= Samyukta electronic warfare system =

Indian integrated electronic warfare system

Samyukta (lit. 'United') is a mobile integrated electronic warfare system. Touted to be the largest electronic warfare system in India, it was developed jointly by DRDO, Bharat Electronics Limited, Electronics Corporation of India Limited, and Corps of Signals of Indian Army. The System is fully mobile and is meant for tactical battlefield use. It covers wide range of frequencies and coverage of electromagnetic spectrum is handled by the communication segment and the non-communication segment. Its functions include various ELINT, COMINT and electronic attack (ECM) activities.

==Description==
Each system operates on 145 ground mobile vehicles which has three communication and two non-communication segments and can cover an area of 150 km by 70 km. System has the capability for surveillance, analysis, interception, direction finding, and position fixing, listing, prioritising and jamming of all communication and radar signals from HF to MMW.

==Development==
The development of the system was led by Defence Electronics Research Laboratory, Bharat Electronics Limited, Electronics Corporation of India Limited, Corps of Signals of Indian Army and private companies like Data Patterns India Ltd (Chennai), CMC and Tata Power Company Ltd.

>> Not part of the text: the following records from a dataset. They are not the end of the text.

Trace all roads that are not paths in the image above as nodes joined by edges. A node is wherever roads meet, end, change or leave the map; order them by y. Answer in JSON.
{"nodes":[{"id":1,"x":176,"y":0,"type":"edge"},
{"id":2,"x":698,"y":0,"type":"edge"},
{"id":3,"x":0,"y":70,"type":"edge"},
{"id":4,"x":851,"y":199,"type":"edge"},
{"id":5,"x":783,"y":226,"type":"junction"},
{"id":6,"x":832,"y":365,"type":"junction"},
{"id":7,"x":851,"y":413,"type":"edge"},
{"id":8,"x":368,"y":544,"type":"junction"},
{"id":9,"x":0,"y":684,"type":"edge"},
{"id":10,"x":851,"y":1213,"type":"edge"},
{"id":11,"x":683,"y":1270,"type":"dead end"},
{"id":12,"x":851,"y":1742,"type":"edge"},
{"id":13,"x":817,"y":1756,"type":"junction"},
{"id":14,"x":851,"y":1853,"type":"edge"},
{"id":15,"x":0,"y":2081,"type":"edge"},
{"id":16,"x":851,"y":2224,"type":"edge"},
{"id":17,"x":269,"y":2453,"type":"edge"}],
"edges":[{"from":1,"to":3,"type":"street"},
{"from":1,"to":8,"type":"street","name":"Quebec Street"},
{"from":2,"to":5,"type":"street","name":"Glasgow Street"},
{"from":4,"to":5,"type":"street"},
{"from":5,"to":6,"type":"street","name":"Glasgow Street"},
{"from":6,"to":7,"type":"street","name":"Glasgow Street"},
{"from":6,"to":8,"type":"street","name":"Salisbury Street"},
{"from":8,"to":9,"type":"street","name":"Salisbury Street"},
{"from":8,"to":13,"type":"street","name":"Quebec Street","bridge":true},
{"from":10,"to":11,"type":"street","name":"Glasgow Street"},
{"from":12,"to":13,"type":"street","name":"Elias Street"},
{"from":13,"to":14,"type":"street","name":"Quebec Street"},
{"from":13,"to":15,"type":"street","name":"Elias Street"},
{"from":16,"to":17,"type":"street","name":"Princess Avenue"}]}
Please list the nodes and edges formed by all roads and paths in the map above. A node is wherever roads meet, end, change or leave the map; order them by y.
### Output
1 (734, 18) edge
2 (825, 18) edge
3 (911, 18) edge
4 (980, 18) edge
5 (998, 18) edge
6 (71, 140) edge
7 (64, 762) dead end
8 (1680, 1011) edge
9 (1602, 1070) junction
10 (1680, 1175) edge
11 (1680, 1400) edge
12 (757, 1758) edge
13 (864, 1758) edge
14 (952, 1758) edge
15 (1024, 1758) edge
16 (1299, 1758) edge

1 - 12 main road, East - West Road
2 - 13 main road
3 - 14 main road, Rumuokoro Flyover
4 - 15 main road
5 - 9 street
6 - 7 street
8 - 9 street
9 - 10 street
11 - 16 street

Strategic Electronics Division (Tata Power SED). Around 40 companies also contributed by producing various components indigenously. Aatre said that the challenge was to tackle the sanctions imposed by the United States after 1998 nuclear tests conducted by India which banned the import of advanced electronic components. CMC and Tata Power SED jointly developed Command and Control Software having 10 million lines of code even though project was not attractive commercially.